- **Try it**
Images are to be dropped; everything else in the entries below must be copied exactly.

=== Begin Enclosure ===

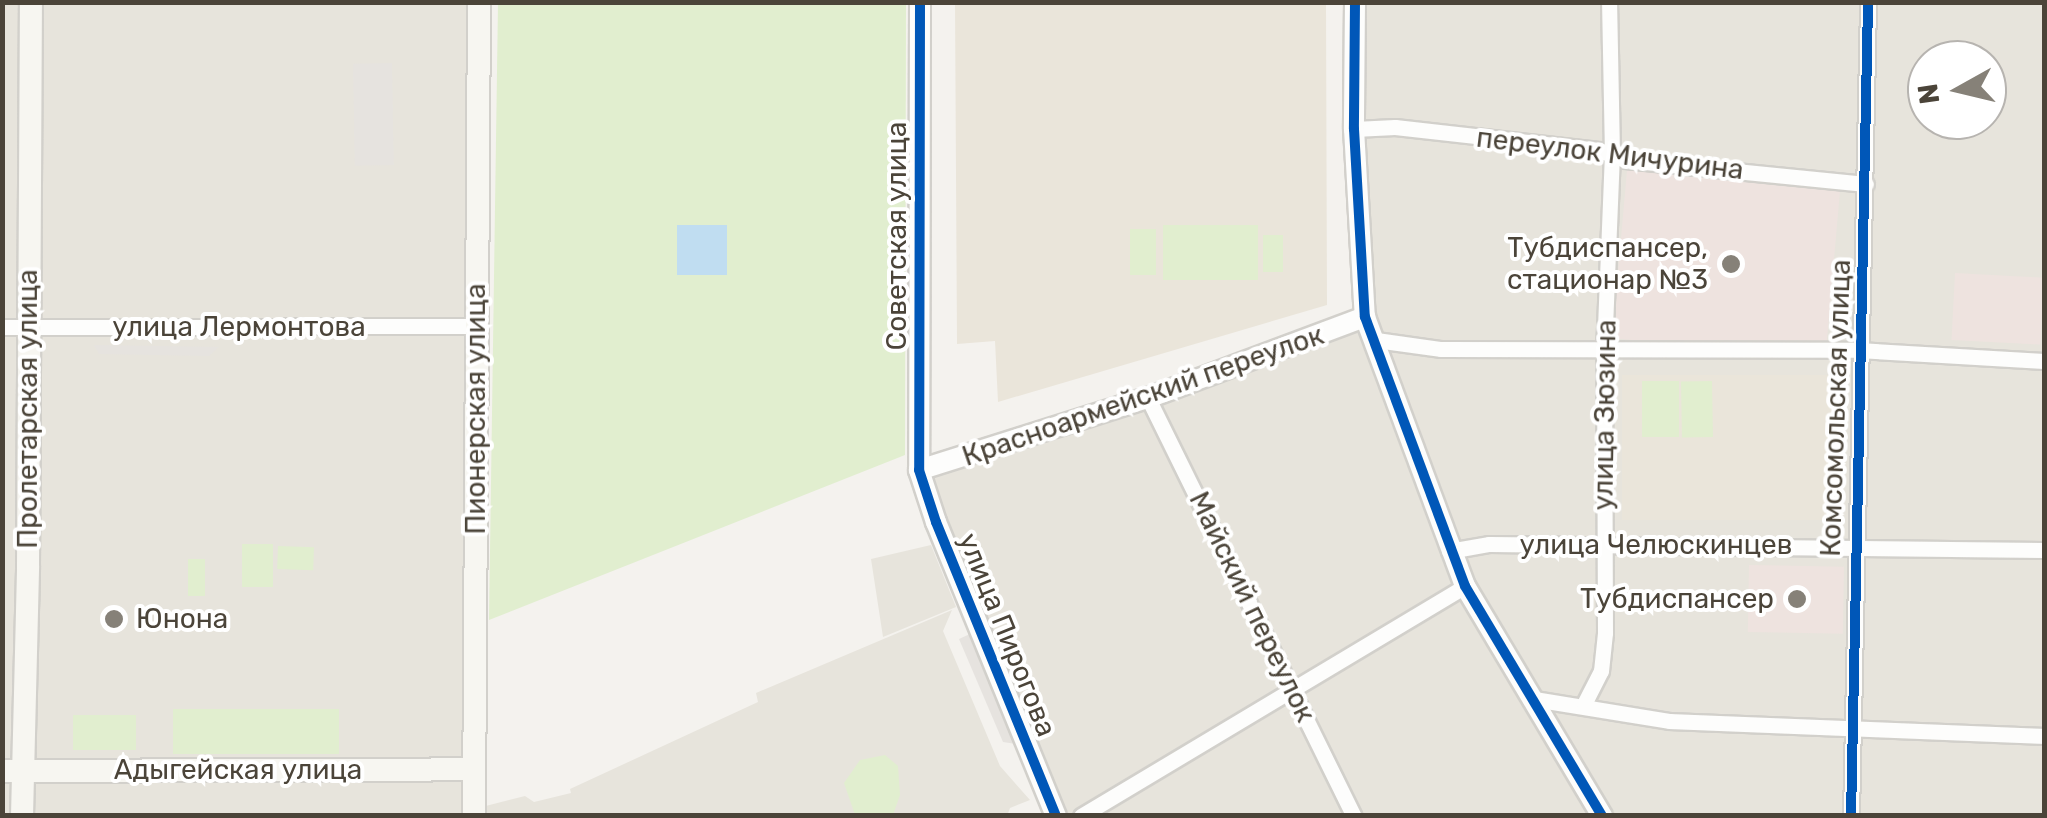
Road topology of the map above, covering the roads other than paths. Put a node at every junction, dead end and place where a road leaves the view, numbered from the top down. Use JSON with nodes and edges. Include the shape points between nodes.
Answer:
{"nodes":[{"id":1,"x":31,"y":2,"type":"edge"},
{"id":2,"x":479,"y":2,"type":"edge"},
{"id":3,"x":920,"y":2,"type":"edge"},
{"id":4,"x":1355,"y":2,"type":"edge"},
{"id":5,"x":1609,"y":2,"type":"edge"},
{"id":6,"x":1868,"y":2,"type":"edge"},
{"id":7,"x":1354,"y":130,"type":"junction"},
{"id":8,"x":1612,"y":155,"type":"junction"},
{"id":9,"x":1866,"y":184,"type":"junction"},
{"id":10,"x":1365,"y":317,"type":"junction"},
{"id":11,"x":475,"y":326,"type":"junction"},
{"id":12,"x":2,"y":327,"type":"edge"},
{"id":13,"x":28,"y":328,"type":"junction"},
{"id":14,"x":1376,"y":340,"type":"junction"},
{"id":15,"x":1858,"y":350,"type":"junction"},
{"id":16,"x":1604,"y":352,"type":"junction"},
{"id":17,"x":2044,"y":361,"type":"edge"},
{"id":18,"x":1148,"y":398,"type":"junction"},
{"id":19,"x":919,"y":470,"type":"junction"},
{"id":20,"x":1604,"y":544,"type":"junction"},
{"id":21,"x":1854,"y":545,"type":"junction"},
{"id":22,"x":2044,"y":550,"type":"edge"},
{"id":23,"x":1449,"y":551,"type":"junction"},
{"id":24,"x":1465,"y":586,"type":"junction"},
{"id":25,"x":1293,"y":690,"type":"junction"},
{"id":26,"x":1534,"y":700,"type":"junction"},
{"id":27,"x":1584,"y":704,"type":"junction"},
{"id":28,"x":1854,"y":730,"type":"junction"},
{"id":29,"x":2044,"y":736,"type":"edge"},
{"id":30,"x":474,"y":769,"type":"junction"},
{"id":31,"x":12,"y":771,"type":"edge"},
{"id":32,"x":22,"y":816,"type":"edge"},
{"id":33,"x":474,"y":816,"type":"edge"},
{"id":34,"x":1056,"y":816,"type":"edge"},
{"id":35,"x":1081,"y":816,"type":"edge"},
{"id":36,"x":1354,"y":816,"type":"edge"},
{"id":37,"x":1602,"y":816,"type":"edge"},
{"id":38,"x":1852,"y":816,"type":"edge"}],
"edges":[{"from":1,"to":13,"type":"main road","name":"Пролетарская улица"},
{"from":2,"to":11,"type":"main road","name":"Пионерская улица"},
{"from":3,"to":19,"type":"street","name":"Советская улица"},
{"from":4,"to":7,"type":"street"},
{"from":5,"to":8,"type":"street","name":"улица Зюзина"},
{"from":6,"to":9,"type":"street","name":"Комсомольская улица"},
{"from":7,"to":8,"type":"street","name":"переулок Мичурина","via":[[1394,128]]},
{"from":7,"to":10,"type":"street"},
{"from":8,"to":9,"type":"street","name":"переулок Мичурина"},
{"from":8,"to":16,"type":"street","name":"улица Зюзина"},
{"from":9,"to":15,"type":"street","name":"Комсомольская улица"},
{"from":10,"to":14,"type":"street"},
{"from":10,"to":18,"type":"street","name":"Красноармейский переулок"},
{"from":11,"to":13,"type":"street","name":"улица Лермонтова"},
{"from":11,"to":30,"type":"main road","name":"Пионерская улица"},
{"from":12,"to":13,"type":"street","name":"улица Лермонтова"},
{"from":13,"to":31,"type":"main road","name":"Пролетарская улица"},
{"from":14,"to":16,"type":"street","via":[[1441,349]]},
{"from":14,"to":23,"type":"street"},
{"from":15,"to":16,"type":"street"},
{"from":15,"to":17,"type":"street"},
{"from":15,"to":21,"type":"street","name":"Комсомольская улица"},
{"from":16,"to":20,"type":"street","name":"улица Зюзина"},
{"from":18,"to":19,"type":"street","name":"Красноармейский переулок"},
{"from":18,"to":25,"type":"street","name":"Майский переулок"},
{"from":19,"to":34,"type":"street","name":"улица Пирогова"},
{"from":20,"to":21,"type":"street","name":"улица Челюскинцев"},
{"from":20,"to":23,"type":"street","name":"улица Челюскинцев","via":[[1484,544]]},
{"from":20,"to":27,"type":"street","name":"улица Зюзина","via":[[1601,671]]},
{"from":21,"to":22,"type":"street","name":"улица Челюскинцев"},
{"from":21,"to":28,"type":"street","name":"Комсомольская улица"},
{"from":23,"to":24,"type":"street"},
{"from":24,"to":25,"type":"street"},
{"from":24,"to":26,"type":"street"},
{"from":25,"to":35,"type":"street"},
{"from":25,"to":36,"type":"street","name":"Майский переулок"},
{"from":26,"to":27,"type":"street"},
{"from":26,"to":37,"type":"street"},
{"from":27,"to":28,"type":"street","via":[[1620,717]]},
{"from":28,"to":29,"type":"street"},
{"from":28,"to":38,"type":"street","name":"Комсомольская улица"},
{"from":30,"to":31,"type":"main road","name":"Адыгейская улица"},
{"from":30,"to":33,"type":"main road","name":"Пионерская улица"},
{"from":31,"to":32,"type":"main road","name":"Пролетарская улица"}]}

=== End Enclosure ===

- **Result of this task**
Road topology of the map above, covering the roads other than paths. Put a node at every junction, dead end and place where a road leaves the view, numbered from the top down. Use JSON with nodes and edges. Include the shape points between nodes.
Answer:
{"nodes":[{"id":1,"x":31,"y":2,"type":"edge"},
{"id":2,"x":479,"y":2,"type":"edge"},
{"id":3,"x":920,"y":2,"type":"edge"},
{"id":4,"x":1355,"y":2,"type":"edge"},
{"id":5,"x":1609,"y":2,"type":"edge"},
{"id":6,"x":1868,"y":2,"type":"edge"},
{"id":7,"x":1354,"y":130,"type":"junction"},
{"id":8,"x":1612,"y":155,"type":"junction"},
{"id":9,"x":1866,"y":184,"type":"junction"},
{"id":10,"x":1365,"y":317,"type":"junction"},
{"id":11,"x":475,"y":326,"type":"junction"},
{"id":12,"x":2,"y":327,"type":"edge"},
{"id":13,"x":28,"y":328,"type":"junction"},
{"id":14,"x":1376,"y":340,"type":"junction"},
{"id":15,"x":1858,"y":350,"type":"junction"},
{"id":16,"x":1604,"y":352,"type":"junction"},
{"id":17,"x":2044,"y":361,"type":"edge"},
{"id":18,"x":1148,"y":398,"type":"junction"},
{"id":19,"x":919,"y":470,"type":"junction"},
{"id":20,"x":1604,"y":544,"type":"junction"},
{"id":21,"x":1854,"y":545,"type":"junction"},
{"id":22,"x":2044,"y":550,"type":"edge"},
{"id":23,"x":1449,"y":551,"type":"junction"},
{"id":24,"x":1465,"y":586,"type":"junction"},
{"id":25,"x":1293,"y":690,"type":"junction"},
{"id":26,"x":1534,"y":700,"type":"junction"},
{"id":27,"x":1584,"y":704,"type":"junction"},
{"id":28,"x":1854,"y":730,"type":"junction"},
{"id":29,"x":2044,"y":736,"type":"edge"},
{"id":30,"x":474,"y":769,"type":"junction"},
{"id":31,"x":12,"y":771,"type":"edge"},
{"id":32,"x":22,"y":816,"type":"edge"},
{"id":33,"x":474,"y":816,"type":"edge"},
{"id":34,"x":1056,"y":816,"type":"edge"},
{"id":35,"x":1081,"y":816,"type":"edge"},
{"id":36,"x":1354,"y":816,"type":"edge"},
{"id":37,"x":1602,"y":816,"type":"edge"},
{"id":38,"x":1852,"y":816,"type":"edge"}],
"edges":[{"from":1,"to":13,"type":"main road","name":"Пролетарская улица"},
{"from":2,"to":11,"type":"main road","name":"Пионерская улица"},
{"from":3,"to":19,"type":"street","name":"Советская улица"},
{"from":4,"to":7,"type":"street"},
{"from":5,"to":8,"type":"street","name":"улица Зюзина"},
{"from":6,"to":9,"type":"street","name":"Комсомольская улица"},
{"from":7,"to":8,"type":"street","name":"переулок Мичурина","via":[[1394,128]]},
{"from":7,"to":10,"type":"street"},
{"from":8,"to":9,"type":"street","name":"переулок Мичурина"},
{"from":8,"to":16,"type":"street","name":"улица Зюзина"},
{"from":9,"to":15,"type":"street","name":"Комсомольская улица"},
{"from":10,"to":14,"type":"street"},
{"from":10,"to":18,"type":"street","name":"Красноармейский переулок"},
{"from":11,"to":13,"type":"street","name":"улица Лермонтова"},
{"from":11,"to":30,"type":"main road","name":"Пионерская улица"},
{"from":12,"to":13,"type":"street","name":"улица Лермонтова"},
{"from":13,"to":31,"type":"main road","name":"Пролетарская улица"},
{"from":14,"to":16,"type":"street","via":[[1441,349]]},
{"from":14,"to":23,"type":"street"},
{"from":15,"to":16,"type":"street"},
{"from":15,"to":17,"type":"street"},
{"from":15,"to":21,"type":"street","name":"Комсомольская улица"},
{"from":16,"to":20,"type":"street","name":"улица Зюзина"},
{"from":18,"to":19,"type":"street","name":"Красноармейский переулок"},
{"from":18,"to":25,"type":"street","name":"Майский переулок"},
{"from":19,"to":34,"type":"street","name":"улица Пирогова"},
{"from":20,"to":21,"type":"street","name":"улица Челюскинцев"},
{"from":20,"to":23,"type":"street","name":"улица Челюскинцев","via":[[1484,544]]},
{"from":20,"to":27,"type":"street","name":"улица Зюзина","via":[[1601,671]]},
{"from":21,"to":22,"type":"street","name":"улица Челюскинцев"},
{"from":21,"to":28,"type":"street","name":"Комсомольская улица"},
{"from":23,"to":24,"type":"street"},
{"from":24,"to":25,"type":"street"},
{"from":24,"to":26,"type":"street"},
{"from":25,"to":35,"type":"street"},
{"from":25,"to":36,"type":"street","name":"Майский переулок"},
{"from":26,"to":27,"type":"street"},
{"from":26,"to":37,"type":"street"},
{"from":27,"to":28,"type":"street","via":[[1620,717]]},
{"from":28,"to":29,"type":"street"},
{"from":28,"to":38,"type":"street","name":"Комсомольская улица"},
{"from":30,"to":31,"type":"main road","name":"Адыгейская улица"},
{"from":30,"to":33,"type":"main road","name":"Пионерская улица"},
{"from":31,"to":32,"type":"main road","name":"Пролетарская улица"}]}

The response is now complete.